We give one analytic technique to go from the definition of a microscopic model (a cellular automaton) to a macroscopic model (a PDE). We apply this technique to the situation of [1] and we show that our PDE reproduces both simulation and in vitro experimental results [2]. We notice that the PDE we obtain is, because of the interaction of cancer cells, a nonlinear diffusion equation (belonging to the family of the porous media equations), whereas it is often postulated that diffusion of cancer cells is linear. Interestingly, we notice that our model is closely related to some kinetically constrained models introduced for the study of the physics of glasses, supercooled liquids and jamming systems.

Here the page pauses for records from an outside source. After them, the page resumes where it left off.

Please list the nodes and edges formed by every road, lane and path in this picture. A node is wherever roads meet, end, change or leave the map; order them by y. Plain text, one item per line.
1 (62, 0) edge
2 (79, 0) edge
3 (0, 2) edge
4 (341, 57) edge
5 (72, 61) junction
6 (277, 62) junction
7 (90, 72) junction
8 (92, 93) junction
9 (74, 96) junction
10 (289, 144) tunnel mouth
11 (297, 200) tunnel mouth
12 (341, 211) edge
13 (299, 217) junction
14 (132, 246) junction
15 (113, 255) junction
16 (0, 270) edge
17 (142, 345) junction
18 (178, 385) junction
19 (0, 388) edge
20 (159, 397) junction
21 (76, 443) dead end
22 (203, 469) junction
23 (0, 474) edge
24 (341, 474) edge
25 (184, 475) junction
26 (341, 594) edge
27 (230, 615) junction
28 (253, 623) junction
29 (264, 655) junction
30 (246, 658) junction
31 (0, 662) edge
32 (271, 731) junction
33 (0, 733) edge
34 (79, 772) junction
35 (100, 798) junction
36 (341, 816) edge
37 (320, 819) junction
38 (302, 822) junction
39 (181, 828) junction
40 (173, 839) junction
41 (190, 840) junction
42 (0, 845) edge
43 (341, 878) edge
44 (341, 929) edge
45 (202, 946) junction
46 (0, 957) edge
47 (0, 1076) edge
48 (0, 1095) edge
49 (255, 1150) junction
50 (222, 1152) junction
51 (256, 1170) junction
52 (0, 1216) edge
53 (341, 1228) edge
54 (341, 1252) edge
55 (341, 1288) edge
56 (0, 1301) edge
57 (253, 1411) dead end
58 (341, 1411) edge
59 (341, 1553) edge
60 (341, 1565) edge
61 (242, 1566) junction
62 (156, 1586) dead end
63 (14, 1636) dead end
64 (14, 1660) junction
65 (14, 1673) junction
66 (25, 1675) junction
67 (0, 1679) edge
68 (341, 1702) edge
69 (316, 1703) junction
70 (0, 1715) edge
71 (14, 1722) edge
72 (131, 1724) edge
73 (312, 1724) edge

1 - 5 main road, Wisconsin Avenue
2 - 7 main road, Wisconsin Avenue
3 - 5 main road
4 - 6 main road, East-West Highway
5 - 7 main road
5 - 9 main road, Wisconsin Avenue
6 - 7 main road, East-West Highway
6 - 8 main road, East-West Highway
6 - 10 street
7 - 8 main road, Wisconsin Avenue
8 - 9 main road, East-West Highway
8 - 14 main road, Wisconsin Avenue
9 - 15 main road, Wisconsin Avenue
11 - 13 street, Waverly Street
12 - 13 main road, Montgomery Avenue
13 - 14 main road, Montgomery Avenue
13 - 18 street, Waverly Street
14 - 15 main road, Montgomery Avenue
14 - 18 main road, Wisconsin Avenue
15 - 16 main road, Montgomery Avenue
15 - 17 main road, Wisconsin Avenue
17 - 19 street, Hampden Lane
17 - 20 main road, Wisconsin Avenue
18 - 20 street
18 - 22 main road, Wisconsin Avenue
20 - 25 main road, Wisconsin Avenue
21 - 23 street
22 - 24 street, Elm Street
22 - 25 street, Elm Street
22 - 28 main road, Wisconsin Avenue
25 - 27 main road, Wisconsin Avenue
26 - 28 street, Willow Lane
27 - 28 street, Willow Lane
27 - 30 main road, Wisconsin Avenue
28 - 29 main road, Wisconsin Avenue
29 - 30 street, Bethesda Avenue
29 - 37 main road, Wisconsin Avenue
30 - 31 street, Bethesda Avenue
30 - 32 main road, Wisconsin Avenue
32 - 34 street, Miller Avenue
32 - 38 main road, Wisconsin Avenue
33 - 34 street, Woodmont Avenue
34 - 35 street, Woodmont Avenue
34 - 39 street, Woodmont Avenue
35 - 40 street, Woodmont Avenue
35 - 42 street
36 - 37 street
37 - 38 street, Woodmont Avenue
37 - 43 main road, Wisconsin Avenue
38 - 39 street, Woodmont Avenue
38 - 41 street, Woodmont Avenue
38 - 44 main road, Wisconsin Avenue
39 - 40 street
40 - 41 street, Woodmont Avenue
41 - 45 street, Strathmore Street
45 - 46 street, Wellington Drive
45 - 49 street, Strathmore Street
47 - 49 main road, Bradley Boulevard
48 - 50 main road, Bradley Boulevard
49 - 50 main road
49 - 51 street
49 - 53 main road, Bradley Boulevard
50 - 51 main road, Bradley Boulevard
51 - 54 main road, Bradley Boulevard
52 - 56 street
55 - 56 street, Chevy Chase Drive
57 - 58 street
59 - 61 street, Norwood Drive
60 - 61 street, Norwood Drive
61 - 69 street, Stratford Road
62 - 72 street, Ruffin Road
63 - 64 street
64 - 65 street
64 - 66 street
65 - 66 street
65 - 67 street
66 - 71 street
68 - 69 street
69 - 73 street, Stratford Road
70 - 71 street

We also give some results on the effect of taking into account the shape of cancer cells, which are not point-like as assumed in [2] but elongated, and on dealing with statistical correlations of the position of cancer cells.
[1] M. Aubert, M. Badoual, S. Fereol, C. Christov and B. Grammaticos, A cellular automaton model for the migration of glioma cells, Phys. Biol. vol. 3 p. 93 (2006).
[2] C. Deroulers, M. Badoual, M. Aubert and B. Grammaticos, Modelling tumour cell migration: from microscopic to macroscopic, submitted (2008).